# Cold brew - recipe/bean



## TomHughes (Dec 16, 2019)

So with these warmer days I figure I might give cold brew a go especially as I like to slowly sip my coffee over hours!

Any recommendations for recipes/beans that would work well?

My current options are - a light roasted Guatemalan SHB, medium G SHB, medium to dark Brazilian and a Med/dark MM/sidamo blend. 
Or a light to medium Columbian decaf.


----------



## Dalerst (Jan 22, 2020)

TomHughes said:


> So with these warmer days I figure I might give cold brew a go especially as I like to slowly sip my coffee over hours!
> 
> Any recommendations for recipes/beans that would work well?
> 
> ...


 What do you plan to use for brewing it in? I have been thinking of doing some and just brewing in my large frech press.

Ive found a recipe which using 100g of beans to 500g of water which makes a concentrate that you add ice cold water to make, one-part cold brew to one-part water. Recommend brew for 14 hours.


----------



## BlackCatCoffee (Apr 11, 2017)

Check out James Hoffmans cold brew video. He basically advocates make hot brew over ice rather than a complete cold extraction method.

As for what beans would work well it is tough to judge without having tasted.

Just have an experiment with them. You only need make one cup at a time.


----------



## AndyDClements (Aug 29, 2016)

Dalerst said:


> What do you plan to use for brewing it in? I have been thinking of doing some and just brewing in my large frech press.
> 
> Ive found a recipe which using 100g of beans to 500g of water which makes a concentrate that you add ice cold water to make, one-part cold brew to one-part water. Recommend brew for 14 hours.


 That's roughly the ratio I use (edit : for immersion cold brew, rather than cold drip). One big variable is grind size, larger grind but immersed for longer gives different results to finer for shorter duration. I go for c12 hours and the grind is slightly more coarse than espresso but definitely finer than would use with hot brew such as V60 or cleverdripper.

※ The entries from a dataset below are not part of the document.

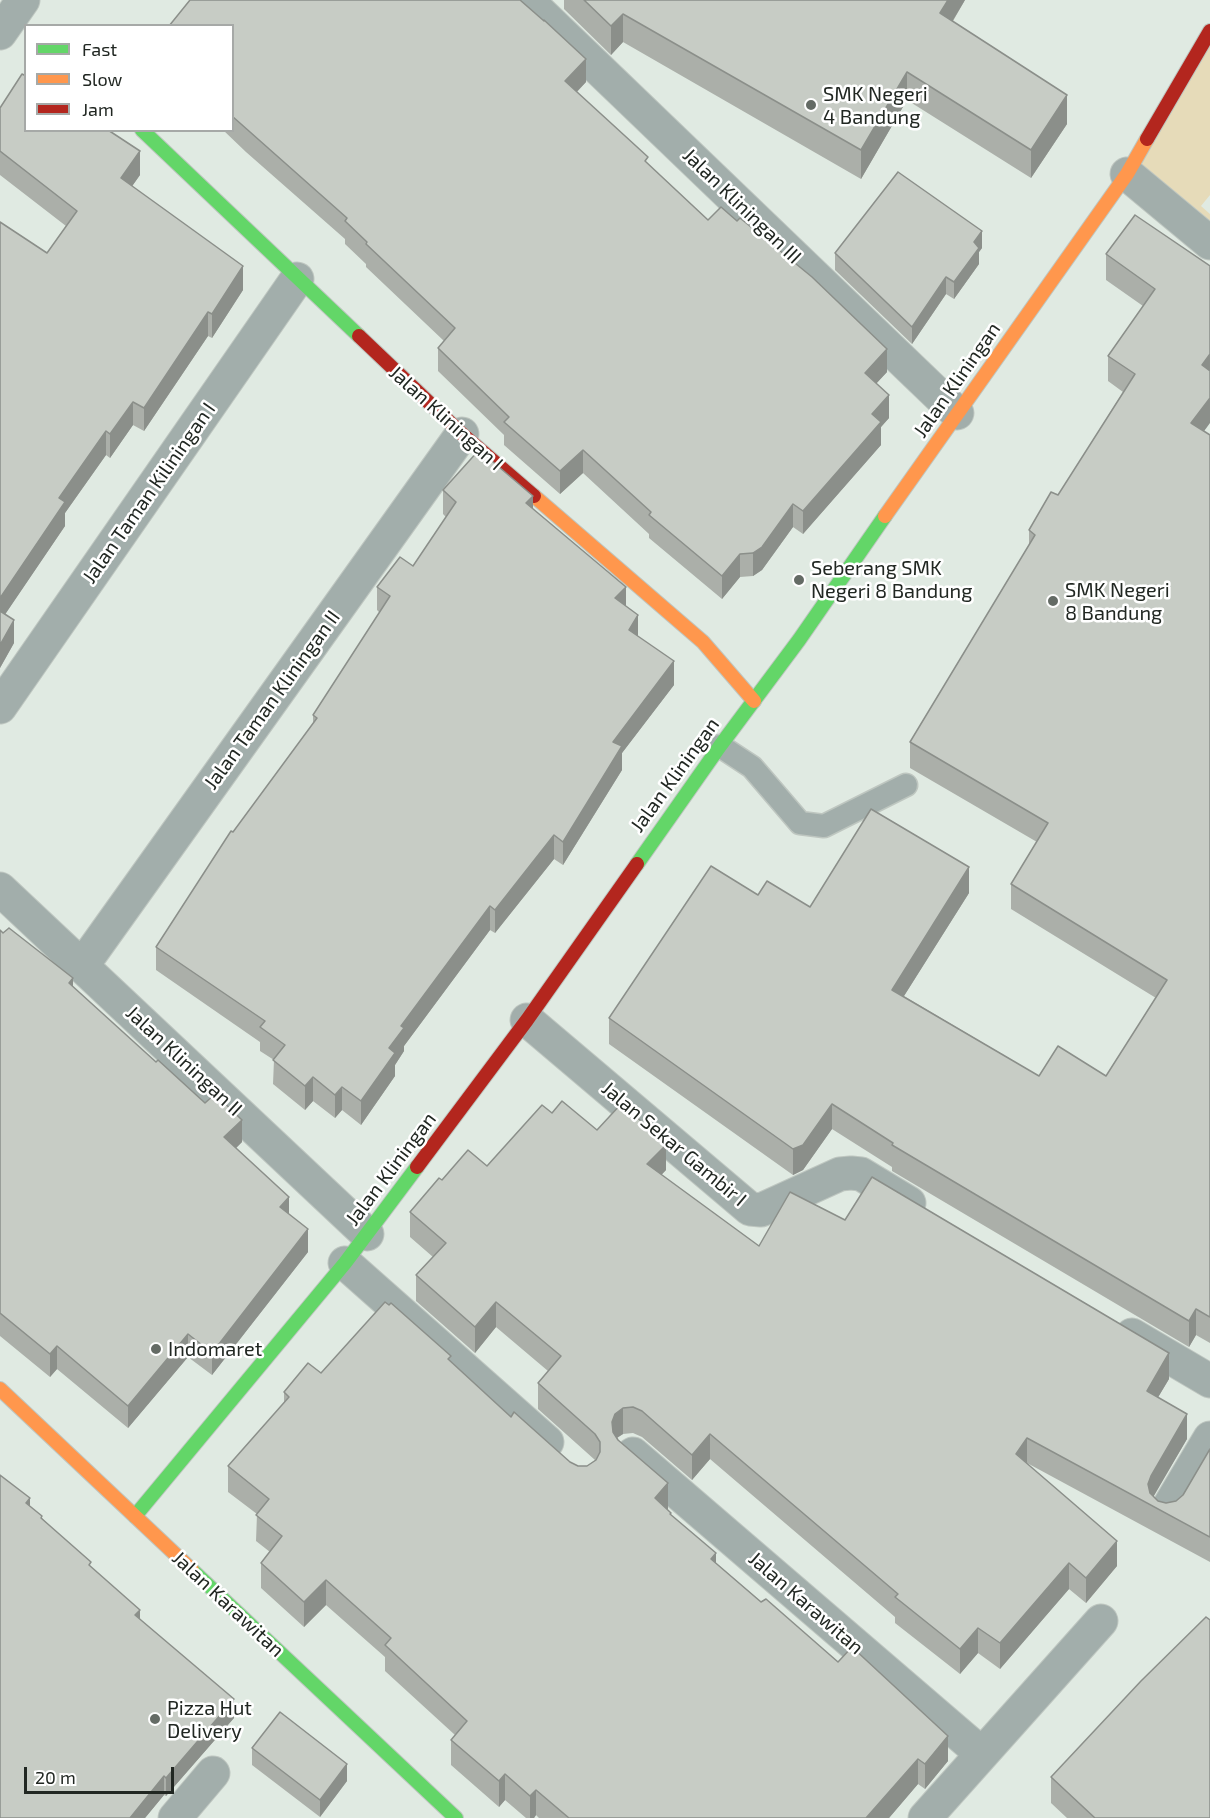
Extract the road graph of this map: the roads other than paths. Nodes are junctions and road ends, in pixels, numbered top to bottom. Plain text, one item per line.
1 (527, 0) edge
2 (1210, 31) edge
3 (144, 132) edge
4 (1127, 174) junction
5 (1210, 243) edge
6 (297, 279) junction
7 (957, 413) junction
8 (462, 434) junction
9 (754, 701) junction
10 (0, 707) edge
11 (720, 746) junction
12 (906, 785) dead end
13 (0, 889) edge
14 (82, 966) junction
15 (527, 1020) junction
16 (933, 1217) edge
17 (368, 1234) junction
18 (345, 1263) junction
19 (1107, 1320) edge
20 (1210, 1382) edge
21 (0, 1389) edge
22 (1210, 1438) edge
23 (630, 1451) edge
24 (573, 1465) edge
25 (1167, 1510) edge
26 (135, 1516) junction
27 (1101, 1621) dead end
28 (982, 1754) junction
29 (213, 1773) dead end
30 (175, 1818) edge
31 (456, 1818) edge
32 (925, 1818) edge

1 - 7 street, Jalan Kliningan III
2 - 4 street, Jalan Kliningan
3 - 6 street, Jalan Kliningan I
4 - 5 street
4 - 7 street, Jalan Kliningan
6 - 8 street, Jalan Kliningan I
6 - 10 street, Jalan Taman Kiliningan I
7 - 9 street, Jalan Kliningan
8 - 9 street, Jalan Kliningan I
8 - 14 street, Jalan Taman Kliningan II
9 - 11 street, Jalan Kliningan
11 - 12 lane
11 - 15 street, Jalan Kliningan
13 - 14 street, Jalan Kliningan II
14 - 17 street, Jalan Kliningan II
15 - 16 street, Jalan Sekar Gambir I
15 - 17 street, Jalan Kliningan
17 - 18 street, Jalan Kliningan
18 - 24 street
18 - 26 street, Jalan Kliningan
19 - 20 street
21 - 26 street, Jalan Karawitan
22 - 25 street
23 - 28 street, Jalan Karawitan
26 - 31 street, Jalan Karawitan
27 - 28 street
28 - 32 street
29 - 30 street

I'd imagine a hot brew onto ice would be closer to the taste of hot brew because true cold brew can loose a lot of the subtle notes of a good coffee (I put up with that as a way to avoid the acid reflux that I get with normal coffee).


----------



## TomHughes (Dec 16, 2019)

BlackCatCoffee said:


> Check out James Hoffmans cold brew video. He basically advocates make hot brew over ice rather than a complete cold extraction method.
> 
> As for what beans would work well it is tough to judge without having tasted.
> 
> Just have an experiment with them. You only need make one cup at a time.


 Thanks I had a look at the video but don't have a dripper so just ordered a V60 to see if I like it!


----------



## djam (Mar 26, 2020)

Cartwheel coffee posted a recipe for an iced late on their Instagram yesterday - which instantly made me crave one

https://www.coffeeforums.co.uk/index.php?app=core&module=system&controller=embed&url=https://www.instagram.com/p/B_XNDdglMeD/?igshid=1iwiza0s7olfy


----------



## TomHughes (Dec 16, 2019)

Oh yes!


----------



## Batian (Oct 23, 2017)

I like Kenyan and Ethiopians for this job.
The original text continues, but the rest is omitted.